The couple were arrested in Tanzania last weekend.

State broadcaster SABC showed video of Thabo Bester being driven from Johannesburg's Lanseria Airport in a police vehicle with bars across the windows. Heavily-armed police put the girlfriend, celebrity doctor Nandipha Magudumana, into a separate white van at the airport.

Magudumana was expected to be charged with murder as part of the elaborate jailbreak plot, which involved getting a dead body into the prison where Bester was incarcerated to help him stage his own death in a fire and escape.

A prison guard and Magudumana's father already were charged with murder in connection with the body of a man found burned beyond recognition in Bester's cell. The unidentified man died of blunt force trauma to the head before the fire, police said.

Police and officials from South Africa's Ministry of Justice confirmed Bester and Magudumana were back in the country and said more arrests were expected.

Bester was convicted on one count of murder and two counts of rape and sentenced in 2012. He escaped from Mangaung Correctional Centre in Free State province nearly a year ago, when he was formally declared dead by suicide after the fire in his cell.

Details were only made public and pieced together in the past three weeks. Critics allege officials intentionally covered up the story.

Lawmakers held an hours-long parliamentary hearing Wednesday into security failures that played a role in the breakout. They questioned senior officials from the prison and British private security company G4S, which has a long-term contract to run it.

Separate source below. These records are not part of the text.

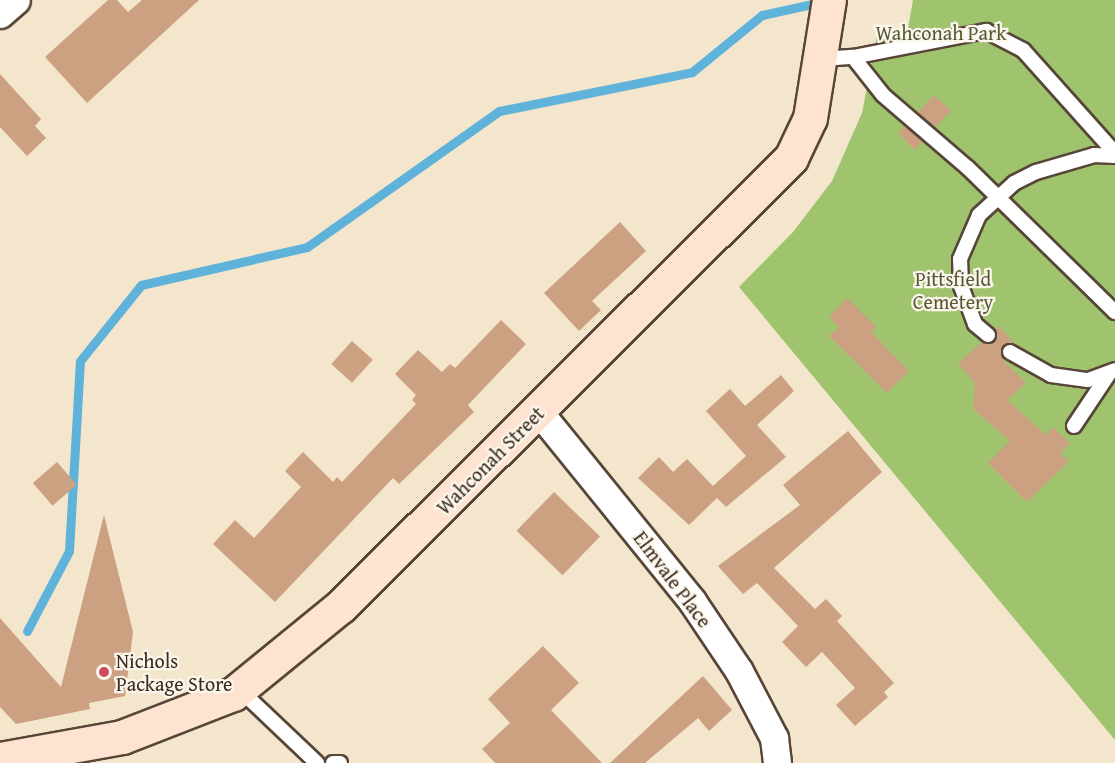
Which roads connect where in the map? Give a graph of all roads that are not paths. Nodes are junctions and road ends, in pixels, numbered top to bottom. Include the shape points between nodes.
1 (16, 0) edge
2 (829, 0) edge
3 (0, 14) edge
4 (833, 52) junction
5 (1115, 154) edge
6 (997, 197) junction
7 (1115, 312) edge
8 (988, 335) dead end
9 (1010, 352) dead end
10 (1112, 373) edge
11 (539, 412) junction
12 (1074, 426) dead end
13 (239, 689) junction
14 (0, 759) edge
15 (317, 763) edge
16 (333, 763) edge
17 (340, 763) edge
18 (777, 763) edge

1 - 3 street
2 - 4 street, Wahconah Street
4 - 5 lane via 986,31 1023,50
4 - 6 lane
4 - 11 street, Wahconah Street via 791,158
5 - 6 lane via 1067,160
6 - 7 lane
6 - 8 lane via 979,215 960,259 968,310
9 - 10 lane via 1051,375 1088,380
10 - 12 lane
11 - 13 street, Wahconah Street via 341,606
11 - 18 street, Elmvale Place via 692,601 739,671 774,738
13 - 14 street, Wahconah Street via 122,737
13 - 15 lane
16 - 17 lane

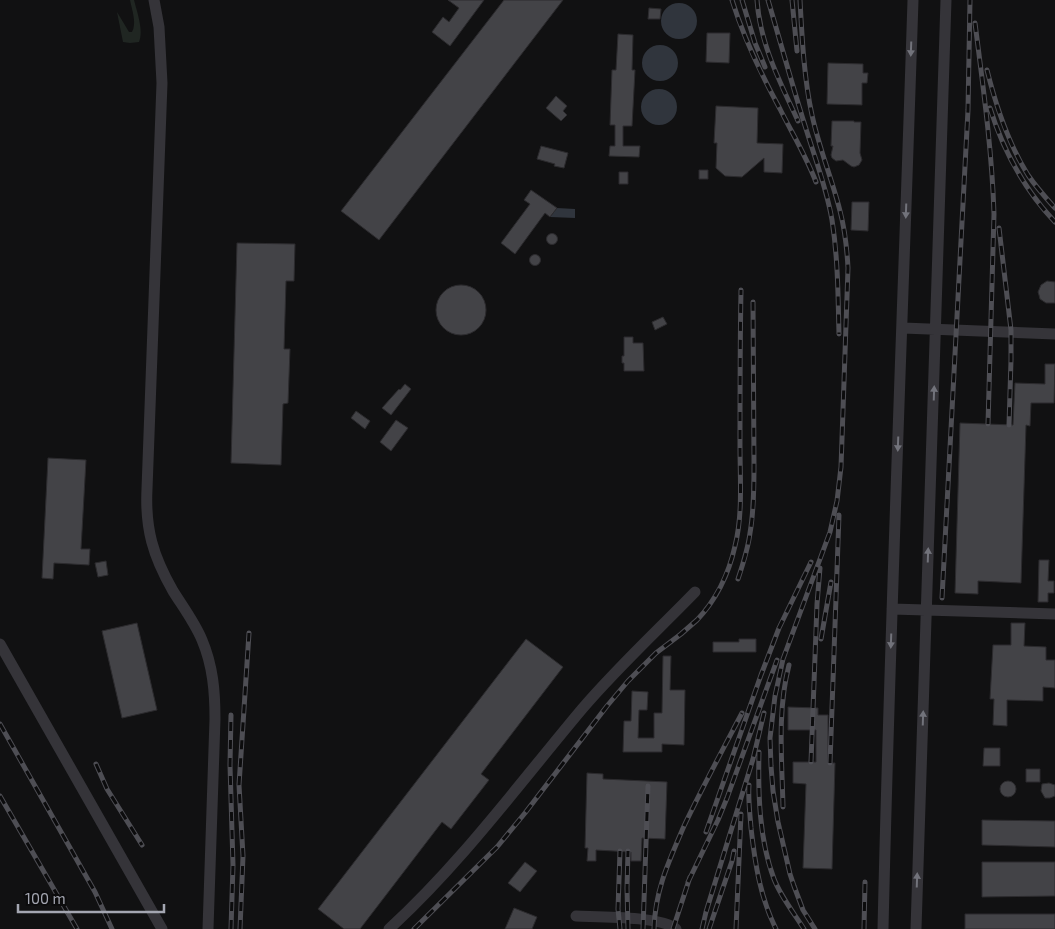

Three prison employees, the night supervisor and two guards who worked in the security camera control room, were fired due to suspicion they helped Bester escape amid the confusion of the predawn blaze in his cell on May 3, 2022.

Although one was charged with murder, lawmaker Glynnis Breytenbach said she suspected more guards and officials were bribed to get the body into the cell and help Bester escape.

“How many palms were greased?" Breytenbach asked during the hearing. “Are you honestly telling us this escape of Hollywood proportion was done with the assistance of only three people?”

The prison and G4S officials conceded under questioning that a TV cabinet big enough to possibly hide a dead body in was brought into the prison in an unauthorized vehicle hours before Bester broke out around 4 a.m. the following morning. Neither the cabinet nor the vehicle was searched.

They also said top prison officials gave Bester permission to be transferred to a single-occupant cell three days before his escape. The cell was situated next to a fire exit, which he’s believed to have used to flee.

Lawmaker Xola Nqola said it was "not a coincidence” that Bester was moved to that cell.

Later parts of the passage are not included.